● Extracted entries:
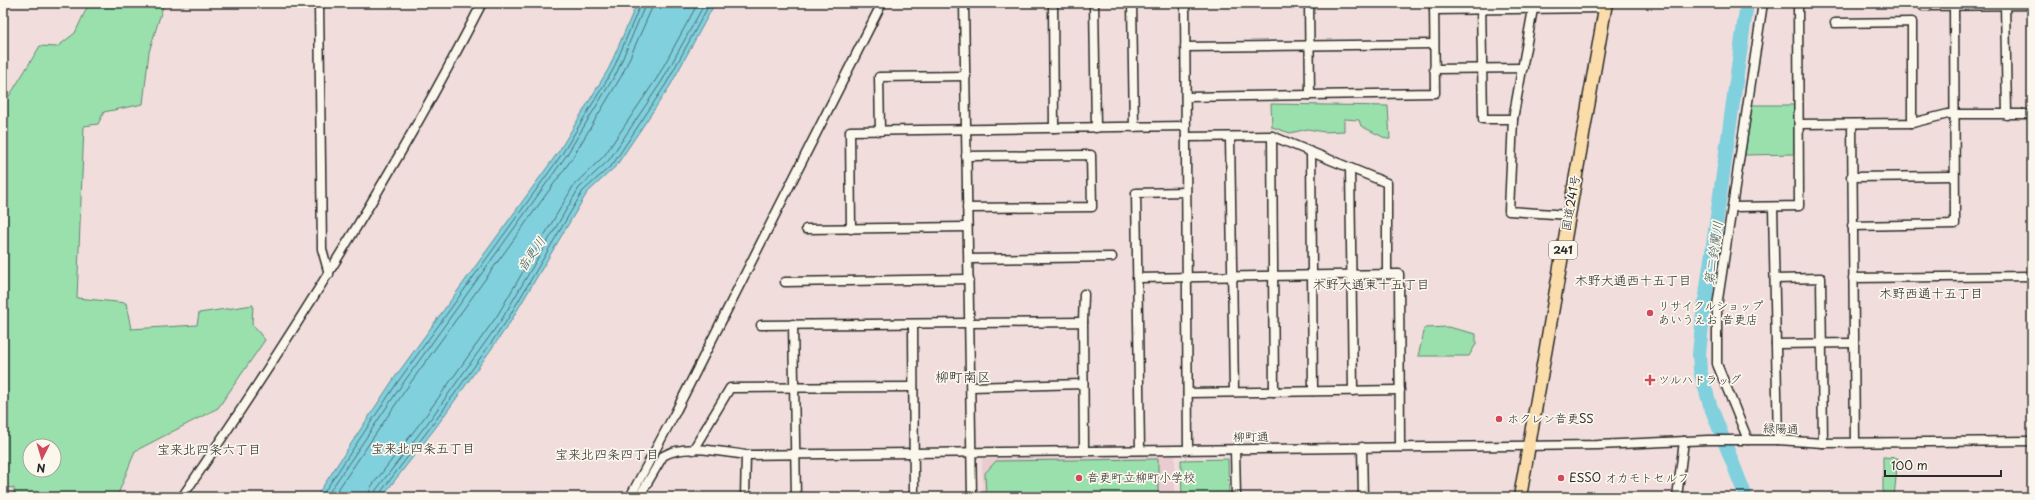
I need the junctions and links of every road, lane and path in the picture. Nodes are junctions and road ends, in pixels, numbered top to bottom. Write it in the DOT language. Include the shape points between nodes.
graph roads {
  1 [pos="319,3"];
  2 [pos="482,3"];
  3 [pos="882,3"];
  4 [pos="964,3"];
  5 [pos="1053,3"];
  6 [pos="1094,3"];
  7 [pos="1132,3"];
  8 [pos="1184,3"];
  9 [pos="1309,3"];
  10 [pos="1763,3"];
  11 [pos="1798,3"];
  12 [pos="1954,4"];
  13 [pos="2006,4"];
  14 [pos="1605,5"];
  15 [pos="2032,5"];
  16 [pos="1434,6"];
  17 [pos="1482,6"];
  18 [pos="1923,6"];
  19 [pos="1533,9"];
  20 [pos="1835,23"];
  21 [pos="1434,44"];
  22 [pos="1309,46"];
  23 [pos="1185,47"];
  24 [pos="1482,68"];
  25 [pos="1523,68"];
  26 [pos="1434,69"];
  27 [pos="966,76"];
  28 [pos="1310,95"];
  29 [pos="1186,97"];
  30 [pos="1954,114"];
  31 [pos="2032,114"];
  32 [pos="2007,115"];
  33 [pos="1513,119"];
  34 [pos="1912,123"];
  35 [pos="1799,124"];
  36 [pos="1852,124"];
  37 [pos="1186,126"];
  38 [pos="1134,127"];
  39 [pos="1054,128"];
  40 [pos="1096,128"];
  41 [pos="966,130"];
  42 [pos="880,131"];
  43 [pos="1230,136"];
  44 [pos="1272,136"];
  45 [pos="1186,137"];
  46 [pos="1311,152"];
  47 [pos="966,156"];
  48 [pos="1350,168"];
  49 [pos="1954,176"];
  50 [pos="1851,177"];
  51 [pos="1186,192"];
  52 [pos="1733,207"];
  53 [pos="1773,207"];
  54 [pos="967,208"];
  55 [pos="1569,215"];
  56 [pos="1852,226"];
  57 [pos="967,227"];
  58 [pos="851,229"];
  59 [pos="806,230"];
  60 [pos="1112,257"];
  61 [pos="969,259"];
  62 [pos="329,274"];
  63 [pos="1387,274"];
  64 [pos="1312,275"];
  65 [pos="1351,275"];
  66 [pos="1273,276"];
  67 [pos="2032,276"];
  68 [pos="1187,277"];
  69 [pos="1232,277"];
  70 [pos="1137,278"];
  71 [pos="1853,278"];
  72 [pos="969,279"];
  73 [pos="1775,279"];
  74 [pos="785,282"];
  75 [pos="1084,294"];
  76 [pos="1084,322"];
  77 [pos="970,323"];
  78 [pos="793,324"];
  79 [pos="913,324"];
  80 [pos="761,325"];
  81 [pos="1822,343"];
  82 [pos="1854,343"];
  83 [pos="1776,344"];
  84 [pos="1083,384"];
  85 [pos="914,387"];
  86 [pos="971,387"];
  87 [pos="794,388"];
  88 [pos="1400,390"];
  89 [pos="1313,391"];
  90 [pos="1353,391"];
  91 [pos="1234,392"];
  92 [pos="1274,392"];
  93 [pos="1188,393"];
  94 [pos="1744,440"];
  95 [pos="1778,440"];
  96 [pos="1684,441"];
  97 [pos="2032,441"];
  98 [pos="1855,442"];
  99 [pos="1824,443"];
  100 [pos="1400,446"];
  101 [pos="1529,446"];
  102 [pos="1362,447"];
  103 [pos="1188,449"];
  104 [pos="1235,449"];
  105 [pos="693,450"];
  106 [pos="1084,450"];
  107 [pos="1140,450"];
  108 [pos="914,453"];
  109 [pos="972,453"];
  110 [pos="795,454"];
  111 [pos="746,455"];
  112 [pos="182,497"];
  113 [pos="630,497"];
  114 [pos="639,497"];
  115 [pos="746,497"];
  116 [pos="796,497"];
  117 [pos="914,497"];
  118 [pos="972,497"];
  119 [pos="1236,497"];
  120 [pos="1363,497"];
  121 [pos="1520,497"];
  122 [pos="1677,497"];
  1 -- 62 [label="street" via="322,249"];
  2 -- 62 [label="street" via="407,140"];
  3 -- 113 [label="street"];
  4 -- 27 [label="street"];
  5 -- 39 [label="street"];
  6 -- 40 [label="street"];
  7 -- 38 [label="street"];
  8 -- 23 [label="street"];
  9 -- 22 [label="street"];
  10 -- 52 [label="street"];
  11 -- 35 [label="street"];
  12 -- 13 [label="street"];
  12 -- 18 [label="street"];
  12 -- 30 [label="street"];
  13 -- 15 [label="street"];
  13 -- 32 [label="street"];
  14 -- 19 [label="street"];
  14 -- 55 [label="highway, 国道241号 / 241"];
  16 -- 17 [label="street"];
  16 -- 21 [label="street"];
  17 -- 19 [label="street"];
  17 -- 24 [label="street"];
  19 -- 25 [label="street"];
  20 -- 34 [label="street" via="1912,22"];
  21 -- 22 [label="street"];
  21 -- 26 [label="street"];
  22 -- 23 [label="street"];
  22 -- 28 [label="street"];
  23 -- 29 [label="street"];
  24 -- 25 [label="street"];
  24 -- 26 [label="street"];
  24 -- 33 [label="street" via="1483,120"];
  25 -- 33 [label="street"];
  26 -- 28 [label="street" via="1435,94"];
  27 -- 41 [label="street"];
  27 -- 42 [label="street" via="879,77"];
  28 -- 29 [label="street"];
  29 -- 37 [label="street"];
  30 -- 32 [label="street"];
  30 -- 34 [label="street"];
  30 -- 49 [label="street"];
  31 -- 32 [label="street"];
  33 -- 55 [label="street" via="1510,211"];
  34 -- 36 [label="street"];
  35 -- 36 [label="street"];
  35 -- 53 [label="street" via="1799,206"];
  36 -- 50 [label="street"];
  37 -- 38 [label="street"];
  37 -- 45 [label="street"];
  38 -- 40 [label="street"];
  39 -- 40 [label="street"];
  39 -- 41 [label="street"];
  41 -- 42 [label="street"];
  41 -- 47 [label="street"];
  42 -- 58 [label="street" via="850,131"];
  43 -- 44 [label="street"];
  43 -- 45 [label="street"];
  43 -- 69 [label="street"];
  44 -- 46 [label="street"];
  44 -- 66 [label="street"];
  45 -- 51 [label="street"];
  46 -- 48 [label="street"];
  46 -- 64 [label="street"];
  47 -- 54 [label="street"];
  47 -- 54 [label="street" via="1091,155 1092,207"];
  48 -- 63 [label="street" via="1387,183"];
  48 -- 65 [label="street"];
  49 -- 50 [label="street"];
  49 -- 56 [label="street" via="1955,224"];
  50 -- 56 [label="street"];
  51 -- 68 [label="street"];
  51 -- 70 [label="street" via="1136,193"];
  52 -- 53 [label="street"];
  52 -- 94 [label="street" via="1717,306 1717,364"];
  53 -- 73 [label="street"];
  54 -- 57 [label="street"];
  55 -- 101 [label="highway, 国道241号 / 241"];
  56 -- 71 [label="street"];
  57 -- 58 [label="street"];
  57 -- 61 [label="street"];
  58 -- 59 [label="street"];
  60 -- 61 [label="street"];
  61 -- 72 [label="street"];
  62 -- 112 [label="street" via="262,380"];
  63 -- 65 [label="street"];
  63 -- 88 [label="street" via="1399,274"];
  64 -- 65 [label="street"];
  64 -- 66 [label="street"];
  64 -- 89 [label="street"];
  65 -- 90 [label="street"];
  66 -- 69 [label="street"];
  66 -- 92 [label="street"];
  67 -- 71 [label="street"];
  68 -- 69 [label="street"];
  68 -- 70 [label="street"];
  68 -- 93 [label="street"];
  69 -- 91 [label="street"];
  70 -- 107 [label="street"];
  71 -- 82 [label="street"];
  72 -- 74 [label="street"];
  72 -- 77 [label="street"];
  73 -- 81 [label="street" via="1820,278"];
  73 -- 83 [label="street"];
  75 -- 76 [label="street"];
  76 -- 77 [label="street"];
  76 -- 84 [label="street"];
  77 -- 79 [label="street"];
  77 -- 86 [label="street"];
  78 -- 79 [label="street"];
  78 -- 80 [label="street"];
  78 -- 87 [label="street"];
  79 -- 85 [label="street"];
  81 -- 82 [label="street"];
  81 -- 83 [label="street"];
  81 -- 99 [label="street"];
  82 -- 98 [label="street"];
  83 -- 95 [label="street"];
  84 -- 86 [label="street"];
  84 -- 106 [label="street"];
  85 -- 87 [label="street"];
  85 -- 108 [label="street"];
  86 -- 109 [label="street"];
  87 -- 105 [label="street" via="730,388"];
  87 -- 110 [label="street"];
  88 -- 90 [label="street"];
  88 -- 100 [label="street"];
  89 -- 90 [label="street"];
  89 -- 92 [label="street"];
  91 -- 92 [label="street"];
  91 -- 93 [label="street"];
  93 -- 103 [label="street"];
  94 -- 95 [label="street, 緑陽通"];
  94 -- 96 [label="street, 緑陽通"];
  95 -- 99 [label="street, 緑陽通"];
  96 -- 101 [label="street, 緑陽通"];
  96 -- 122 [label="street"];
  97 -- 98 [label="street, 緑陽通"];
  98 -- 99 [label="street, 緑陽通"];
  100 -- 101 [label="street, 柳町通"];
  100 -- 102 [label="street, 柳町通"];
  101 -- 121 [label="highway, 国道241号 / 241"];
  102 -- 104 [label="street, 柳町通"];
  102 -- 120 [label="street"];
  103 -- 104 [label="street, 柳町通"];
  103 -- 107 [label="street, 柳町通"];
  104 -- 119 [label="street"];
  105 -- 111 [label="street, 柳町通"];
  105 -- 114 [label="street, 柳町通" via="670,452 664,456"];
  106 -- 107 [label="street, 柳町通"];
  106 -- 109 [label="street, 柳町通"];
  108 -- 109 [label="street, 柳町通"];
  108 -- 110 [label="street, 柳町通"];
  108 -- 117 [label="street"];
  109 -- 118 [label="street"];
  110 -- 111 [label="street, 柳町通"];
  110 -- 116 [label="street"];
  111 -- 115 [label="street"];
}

● What needs to be done:
Report all lines of the data that include the word "highway".

● Response area:
  14 -- 55 [label="highway, 国道241号 / 241"];
  55 -- 101 [label="highway, 国道241号 / 241"];
  101 -- 121 [label="highway, 国道241号 / 241"];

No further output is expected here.